**WHAT THE TASK REQUIRES**
All of the entries need to be set down exactly as they read.

- Opening Delimiter -

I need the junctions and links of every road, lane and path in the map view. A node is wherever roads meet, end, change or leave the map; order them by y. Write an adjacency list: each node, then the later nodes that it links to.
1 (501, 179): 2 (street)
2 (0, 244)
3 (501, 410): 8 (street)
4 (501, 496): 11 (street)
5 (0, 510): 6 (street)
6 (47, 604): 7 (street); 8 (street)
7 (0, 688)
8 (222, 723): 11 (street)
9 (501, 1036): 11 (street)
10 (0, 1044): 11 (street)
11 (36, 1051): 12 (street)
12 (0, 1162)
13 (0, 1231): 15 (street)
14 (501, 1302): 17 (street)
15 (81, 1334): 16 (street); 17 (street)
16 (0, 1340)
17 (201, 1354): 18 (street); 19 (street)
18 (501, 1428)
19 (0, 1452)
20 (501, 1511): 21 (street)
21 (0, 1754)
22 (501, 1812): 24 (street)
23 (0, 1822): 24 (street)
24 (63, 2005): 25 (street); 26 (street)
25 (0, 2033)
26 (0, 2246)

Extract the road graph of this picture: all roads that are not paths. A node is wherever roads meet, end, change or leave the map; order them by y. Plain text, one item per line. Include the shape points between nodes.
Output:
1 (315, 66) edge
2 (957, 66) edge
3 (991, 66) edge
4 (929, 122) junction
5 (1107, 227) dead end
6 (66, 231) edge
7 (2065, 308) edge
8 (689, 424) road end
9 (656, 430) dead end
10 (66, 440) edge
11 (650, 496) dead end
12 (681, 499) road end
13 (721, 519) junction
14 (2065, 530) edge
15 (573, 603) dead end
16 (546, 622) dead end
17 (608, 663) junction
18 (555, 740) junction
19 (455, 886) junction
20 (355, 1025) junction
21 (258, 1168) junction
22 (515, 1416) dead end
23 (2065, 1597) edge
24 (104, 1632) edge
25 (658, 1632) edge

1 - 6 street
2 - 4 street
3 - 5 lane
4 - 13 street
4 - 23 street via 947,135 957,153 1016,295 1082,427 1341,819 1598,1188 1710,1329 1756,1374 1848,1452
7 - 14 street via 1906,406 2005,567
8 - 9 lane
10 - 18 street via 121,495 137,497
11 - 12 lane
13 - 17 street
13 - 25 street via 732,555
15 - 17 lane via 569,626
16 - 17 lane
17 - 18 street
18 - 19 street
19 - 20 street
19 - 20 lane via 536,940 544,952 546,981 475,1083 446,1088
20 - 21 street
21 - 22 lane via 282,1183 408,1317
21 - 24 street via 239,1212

- Closing Delimiter -

**ANSWER TO THIS TASK**
I need the junctions and links of every road, lane and path in the map view. A node is wherever roads meet, end, change or leave the map; order them by y. Write an adjacency list: each node, then the later nodes that it links to.
1 (501, 179): 2 (street)
2 (0, 244)
3 (501, 410): 8 (street)
4 (501, 496): 11 (street)
5 (0, 510): 6 (street)
6 (47, 604): 7 (street); 8 (street)
7 (0, 688)
8 (222, 723): 11 (street)
9 (501, 1036): 11 (street)
10 (0, 1044): 11 (street)
11 (36, 1051): 12 (street)
12 (0, 1162)
13 (0, 1231): 15 (street)
14 (501, 1302): 17 (street)
15 (81, 1334): 16 (street); 17 (street)
16 (0, 1340)
17 (201, 1354): 18 (street); 19 (street)
18 (501, 1428)
19 (0, 1452)
20 (501, 1511): 21 (street)
21 (0, 1754)
22 (501, 1812): 24 (street)
23 (0, 1822): 24 (street)
24 (63, 2005): 25 (street); 26 (street)
25 (0, 2033)
26 (0, 2246)

Extract the road graph of this picture: all roads that are not paths. A node is wherever roads meet, end, change or leave the map; order them by y. Plain text, one item per line. Include the shape points between nodes.
Output:
1 (315, 66) edge
2 (957, 66) edge
3 (991, 66) edge
4 (929, 122) junction
5 (1107, 227) dead end
6 (66, 231) edge
7 (2065, 308) edge
8 (689, 424) road end
9 (656, 430) dead end
10 (66, 440) edge
11 (650, 496) dead end
12 (681, 499) road end
13 (721, 519) junction
14 (2065, 530) edge
15 (573, 603) dead end
16 (546, 622) dead end
17 (608, 663) junction
18 (555, 740) junction
19 (455, 886) junction
20 (355, 1025) junction
21 (258, 1168) junction
22 (515, 1416) dead end
23 (2065, 1597) edge
24 (104, 1632) edge
25 (658, 1632) edge

1 - 6 street
2 - 4 street
3 - 5 lane
4 - 13 street
4 - 23 street via 947,135 957,153 1016,295 1082,427 1341,819 1598,1188 1710,1329 1756,1374 1848,1452
7 - 14 street via 1906,406 2005,567
8 - 9 lane
10 - 18 street via 121,495 137,497
11 - 12 lane
13 - 17 street
13 - 25 street via 732,555
15 - 17 lane via 569,626
16 - 17 lane
17 - 18 street
18 - 19 street
19 - 20 street
19 - 20 lane via 536,940 544,952 546,981 475,1083 446,1088
20 - 21 street
21 - 22 lane via 282,1183 408,1317
21 - 24 street via 239,1212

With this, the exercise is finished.